懒人李冰

记录我的生活、学习

X264源码解析之x264_zigzag_init函数

本文主要记录 X264 中使用到的 zigzag 技术。

X264 中关于 zigzag 的函数定义在dct.cx264_zigzag_init中。

首先看一下源码中关于 zigzag 的定义如下:

1
2
3
4
5
6
7
8
9
10
11
12
13
14
void x264_zigzag_init( int cpu, x264_zigzag_function_t *pf_progressive, x264_zigzag_function_t *pf_interlaced )
{
    pf_interlaced->scan_8x8   = zigzag_scan_8x8_field;
    pf_progressive->scan_8x8  = zigzag_scan_8x8_frame;
    pf_interlaced->scan_4x4   = zigzag_scan_4x4_field;
    pf_progressive->scan_4x4  = zigzag_scan_4x4_frame;
    pf_interlaced->sub_8x8    = zigzag_sub_8x8_field;
    pf_progressive->sub_8x8   = zigzag_sub_8x8_frame;
    pf_interlaced->sub_4x4    = zigzag_sub_4x4_field;
    pf_progressive->sub_4x4   = zigzag_sub_4x4_frame;
    pf_interlaced->sub_4x4ac  = zigzag_sub_4x4ac_field;
    pf_progressive->sub_4x4ac = zigzag_sub_4x4ac_frame;
    ...
}

从源码中可以看出 zigzag 扫描有两种分类方法:按照宏块大小可分为8x8扫描和4x4扫描、按照图像类型可分为frame扫描和field扫描。
首先看一下最简单的4x4宏块帧扫描的代码描述:

1
2
3
4
5
6
7
8
9
10
11
12
13
#define ZIGZAG4_FRAME\
    ZIGDC( 0,0,0) ZIG( 1,0,1) ZIG( 2,1,0) ZIG( 3,2,0)\
    ZIG( 4,1,1) ZIG( 5,0,2) ZIG( 6,0,3) ZIG( 7,1,2)\
    ZIG( 8,2,1) ZIG( 9,3,0) ZIG(10,3,1) ZIG(11,2,2)\
    ZIG(12,1,3) ZIG(13,2,3) ZIG(14,3,2) ZIG(15,3,3)

#define ZIG(i,y,x) level[i] = dct[x*4+y];
#define ZIGDC(i,y,x) ZIG(i,y,x)

static void zigzag_scan_4x4_frame( dctcoef level[16], dctcoef dct[16] )
{
    ZIGZAG4_FRAME
}

将上面的定义展开如下:

1
2
3
4
5
6
7
8
9
10
11
12
13
14
15
16
level[0] = dct[0*4 + 0];
level[1] = dct[1*4 + 0];
level[2] = dct[0*4 + 1];
level[3] = dct[0*4 + 2];
level[4] = dct[1*4 + 1];
level[5] = dct[0*4 + 2];
level[6] = dct[0*4 + 3];
level[7] = dct[1*4 + 2];
level[8] = dct[2*4 + 1];
level[9] = dct[3*4 + 0];
level[10] = dct[3*4 + 1];
level[11] = dct[2*4 + 2];
level[12] = dct[1*4 + 3];
level[13] = dct[2*4 + 3];
level[14] = dct[3*4 + 2];
level[15] = dct[3*4 + 3];

上面的代码只是简单的把一个4x4 宏块的二维数组扫描成了一个一维线性数组,但具体的扫描行为不够形象。

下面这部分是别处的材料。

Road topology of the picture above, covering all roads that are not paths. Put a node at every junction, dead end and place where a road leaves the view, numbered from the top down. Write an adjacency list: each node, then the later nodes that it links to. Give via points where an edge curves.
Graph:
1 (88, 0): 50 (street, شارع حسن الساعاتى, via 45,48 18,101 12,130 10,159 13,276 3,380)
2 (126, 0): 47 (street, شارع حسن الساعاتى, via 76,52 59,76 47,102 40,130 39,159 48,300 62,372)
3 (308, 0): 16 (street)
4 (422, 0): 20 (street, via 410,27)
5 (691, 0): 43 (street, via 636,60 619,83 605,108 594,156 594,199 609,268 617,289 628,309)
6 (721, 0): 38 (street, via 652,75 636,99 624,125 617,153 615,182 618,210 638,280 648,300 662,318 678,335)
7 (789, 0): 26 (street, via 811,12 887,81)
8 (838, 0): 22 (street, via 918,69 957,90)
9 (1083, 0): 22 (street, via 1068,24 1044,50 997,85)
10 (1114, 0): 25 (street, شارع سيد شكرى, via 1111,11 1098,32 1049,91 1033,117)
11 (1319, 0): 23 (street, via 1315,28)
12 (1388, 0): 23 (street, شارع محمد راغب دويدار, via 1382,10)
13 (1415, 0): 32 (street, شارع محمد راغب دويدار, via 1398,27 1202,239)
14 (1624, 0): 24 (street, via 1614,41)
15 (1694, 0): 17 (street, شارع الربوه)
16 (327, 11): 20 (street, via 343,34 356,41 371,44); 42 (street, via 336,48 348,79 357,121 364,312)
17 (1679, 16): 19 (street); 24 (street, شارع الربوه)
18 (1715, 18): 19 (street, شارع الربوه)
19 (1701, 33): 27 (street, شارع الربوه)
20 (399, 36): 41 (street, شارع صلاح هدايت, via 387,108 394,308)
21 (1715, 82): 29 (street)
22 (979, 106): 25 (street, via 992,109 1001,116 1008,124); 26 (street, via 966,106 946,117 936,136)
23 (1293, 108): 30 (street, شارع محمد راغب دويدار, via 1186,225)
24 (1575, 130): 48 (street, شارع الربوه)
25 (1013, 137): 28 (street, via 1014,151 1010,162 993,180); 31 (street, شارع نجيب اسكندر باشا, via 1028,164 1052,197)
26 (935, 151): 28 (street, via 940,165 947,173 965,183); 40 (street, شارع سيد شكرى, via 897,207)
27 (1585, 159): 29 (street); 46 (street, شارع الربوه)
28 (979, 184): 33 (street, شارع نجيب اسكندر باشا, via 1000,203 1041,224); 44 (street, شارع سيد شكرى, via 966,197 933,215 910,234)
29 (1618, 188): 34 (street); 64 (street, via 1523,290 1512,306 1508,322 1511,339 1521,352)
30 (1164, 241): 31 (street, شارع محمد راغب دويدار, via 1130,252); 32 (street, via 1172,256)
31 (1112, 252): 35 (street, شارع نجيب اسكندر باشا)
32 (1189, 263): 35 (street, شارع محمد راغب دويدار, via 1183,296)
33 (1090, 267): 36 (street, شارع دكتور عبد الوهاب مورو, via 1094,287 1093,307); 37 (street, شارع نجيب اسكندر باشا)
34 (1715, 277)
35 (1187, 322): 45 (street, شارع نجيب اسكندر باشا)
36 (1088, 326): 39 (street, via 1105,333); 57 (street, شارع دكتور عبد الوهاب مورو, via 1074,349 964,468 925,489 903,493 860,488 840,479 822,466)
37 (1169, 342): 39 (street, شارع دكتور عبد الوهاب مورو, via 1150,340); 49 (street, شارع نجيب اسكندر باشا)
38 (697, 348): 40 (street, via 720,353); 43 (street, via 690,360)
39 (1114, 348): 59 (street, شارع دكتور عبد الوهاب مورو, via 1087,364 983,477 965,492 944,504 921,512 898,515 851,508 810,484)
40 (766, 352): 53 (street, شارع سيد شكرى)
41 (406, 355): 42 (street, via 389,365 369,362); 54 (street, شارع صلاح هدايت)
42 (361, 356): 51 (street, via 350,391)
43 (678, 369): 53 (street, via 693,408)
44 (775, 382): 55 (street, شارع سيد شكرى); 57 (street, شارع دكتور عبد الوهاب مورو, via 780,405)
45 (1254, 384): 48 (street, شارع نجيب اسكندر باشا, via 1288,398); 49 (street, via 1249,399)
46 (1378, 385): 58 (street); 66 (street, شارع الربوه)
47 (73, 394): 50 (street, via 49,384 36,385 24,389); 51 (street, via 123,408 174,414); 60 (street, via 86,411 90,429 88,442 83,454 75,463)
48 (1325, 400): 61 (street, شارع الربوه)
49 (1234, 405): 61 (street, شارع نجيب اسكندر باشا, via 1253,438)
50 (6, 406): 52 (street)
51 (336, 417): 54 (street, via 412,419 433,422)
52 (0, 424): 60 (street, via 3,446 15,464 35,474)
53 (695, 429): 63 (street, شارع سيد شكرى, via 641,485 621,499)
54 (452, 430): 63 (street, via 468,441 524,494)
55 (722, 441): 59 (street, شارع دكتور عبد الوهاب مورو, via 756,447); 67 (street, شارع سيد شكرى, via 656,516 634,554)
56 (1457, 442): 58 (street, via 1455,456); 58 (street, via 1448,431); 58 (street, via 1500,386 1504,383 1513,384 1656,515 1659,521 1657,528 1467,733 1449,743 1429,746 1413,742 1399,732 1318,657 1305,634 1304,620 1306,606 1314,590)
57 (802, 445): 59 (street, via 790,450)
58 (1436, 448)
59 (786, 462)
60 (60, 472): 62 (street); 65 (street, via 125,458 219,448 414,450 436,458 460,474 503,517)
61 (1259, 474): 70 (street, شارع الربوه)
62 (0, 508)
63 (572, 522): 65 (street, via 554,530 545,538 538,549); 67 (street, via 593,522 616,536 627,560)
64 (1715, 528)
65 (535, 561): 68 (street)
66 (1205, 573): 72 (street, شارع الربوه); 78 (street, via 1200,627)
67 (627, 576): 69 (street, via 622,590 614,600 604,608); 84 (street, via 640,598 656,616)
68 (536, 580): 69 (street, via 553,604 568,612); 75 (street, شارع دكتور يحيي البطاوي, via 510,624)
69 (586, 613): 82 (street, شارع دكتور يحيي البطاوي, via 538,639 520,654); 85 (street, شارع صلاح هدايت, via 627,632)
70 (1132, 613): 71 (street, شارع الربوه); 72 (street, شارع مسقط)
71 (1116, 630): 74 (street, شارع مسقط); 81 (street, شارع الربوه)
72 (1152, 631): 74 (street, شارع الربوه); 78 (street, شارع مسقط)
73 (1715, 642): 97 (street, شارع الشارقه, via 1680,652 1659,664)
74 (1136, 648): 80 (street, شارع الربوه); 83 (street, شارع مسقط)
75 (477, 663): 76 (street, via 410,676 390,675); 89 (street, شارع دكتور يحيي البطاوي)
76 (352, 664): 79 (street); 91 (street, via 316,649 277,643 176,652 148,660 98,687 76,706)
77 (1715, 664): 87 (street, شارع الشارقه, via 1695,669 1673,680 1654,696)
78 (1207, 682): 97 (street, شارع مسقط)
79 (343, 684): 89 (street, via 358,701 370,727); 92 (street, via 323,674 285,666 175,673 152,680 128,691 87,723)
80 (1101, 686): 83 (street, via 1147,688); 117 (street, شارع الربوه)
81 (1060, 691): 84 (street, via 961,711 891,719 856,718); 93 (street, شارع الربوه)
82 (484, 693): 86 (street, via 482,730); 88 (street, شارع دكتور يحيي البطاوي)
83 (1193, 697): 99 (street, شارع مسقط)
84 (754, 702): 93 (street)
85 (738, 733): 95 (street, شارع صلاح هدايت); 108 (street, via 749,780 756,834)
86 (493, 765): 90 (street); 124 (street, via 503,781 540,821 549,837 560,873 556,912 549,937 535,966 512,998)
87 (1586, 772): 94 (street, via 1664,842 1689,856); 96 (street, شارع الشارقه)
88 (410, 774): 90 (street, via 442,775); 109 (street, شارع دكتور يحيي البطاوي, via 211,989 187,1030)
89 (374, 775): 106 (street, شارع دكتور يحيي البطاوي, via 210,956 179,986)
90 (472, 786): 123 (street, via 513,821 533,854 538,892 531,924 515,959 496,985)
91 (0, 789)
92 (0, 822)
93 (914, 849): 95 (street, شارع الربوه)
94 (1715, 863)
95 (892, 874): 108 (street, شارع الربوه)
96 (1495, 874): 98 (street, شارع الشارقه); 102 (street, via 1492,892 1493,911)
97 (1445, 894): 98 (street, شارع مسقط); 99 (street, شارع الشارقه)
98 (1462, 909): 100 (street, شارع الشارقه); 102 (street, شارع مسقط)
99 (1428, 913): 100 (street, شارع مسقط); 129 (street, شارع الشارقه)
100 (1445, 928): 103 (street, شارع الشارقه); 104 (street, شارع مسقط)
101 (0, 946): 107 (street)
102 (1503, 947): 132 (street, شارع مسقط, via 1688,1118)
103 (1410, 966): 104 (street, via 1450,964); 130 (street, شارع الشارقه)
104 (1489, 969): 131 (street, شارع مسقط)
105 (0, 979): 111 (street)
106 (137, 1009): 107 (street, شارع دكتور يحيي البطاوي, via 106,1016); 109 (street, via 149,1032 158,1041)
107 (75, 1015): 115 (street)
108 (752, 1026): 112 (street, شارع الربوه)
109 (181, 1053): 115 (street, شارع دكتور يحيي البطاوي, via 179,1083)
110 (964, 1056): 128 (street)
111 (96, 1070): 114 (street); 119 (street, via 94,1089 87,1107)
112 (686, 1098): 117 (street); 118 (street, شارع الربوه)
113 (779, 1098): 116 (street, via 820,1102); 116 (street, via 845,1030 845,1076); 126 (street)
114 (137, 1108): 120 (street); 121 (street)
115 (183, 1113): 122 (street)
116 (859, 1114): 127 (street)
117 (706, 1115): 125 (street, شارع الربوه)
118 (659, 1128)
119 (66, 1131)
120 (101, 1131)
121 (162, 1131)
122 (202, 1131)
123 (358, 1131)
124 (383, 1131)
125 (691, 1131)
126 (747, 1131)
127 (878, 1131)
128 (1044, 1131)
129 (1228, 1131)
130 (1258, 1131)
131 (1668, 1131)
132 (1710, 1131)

The H.264 advanced video compression standard里有如下描述:

Blocks of transform coefficients are scanned, i.e. converted to linear array, prior to entropy coding. The scan order is intended to group together significant coefficients, i.e. non-zero quantized coefficients. In a typical block in a progressive frame, non-zero coefficients tend to be clustered around the top left'DC' coefficient. In this case, a zigzag scan order may be the most efficient, shown in 4x4 and 8x8 blocks. After scanning the block in a zigzag order, the coefficients are placed in a linear array in which most of the non-zero coefficients tend to occur near the start of the array.

However, in an interlaced field or a field of a progressive frame converted from interlaced content, vertical frequencies in each block tend to dominate because the field is vertically sub-sampled from the original scene. This means that non-zero coefficients ten to occur at the top and towards the left side of the block. A block in a field macroblock is therefore scanned in a modified field scan order.

Block scan orders

通过描述可以看出,通过扫描后,非零系统会集中在一维线性数组最开始的几个位置。示例图如下:

上面的图片给出了扫描的顺序,X264 中的源码,与 4x4 frame 类似,此处不在重复。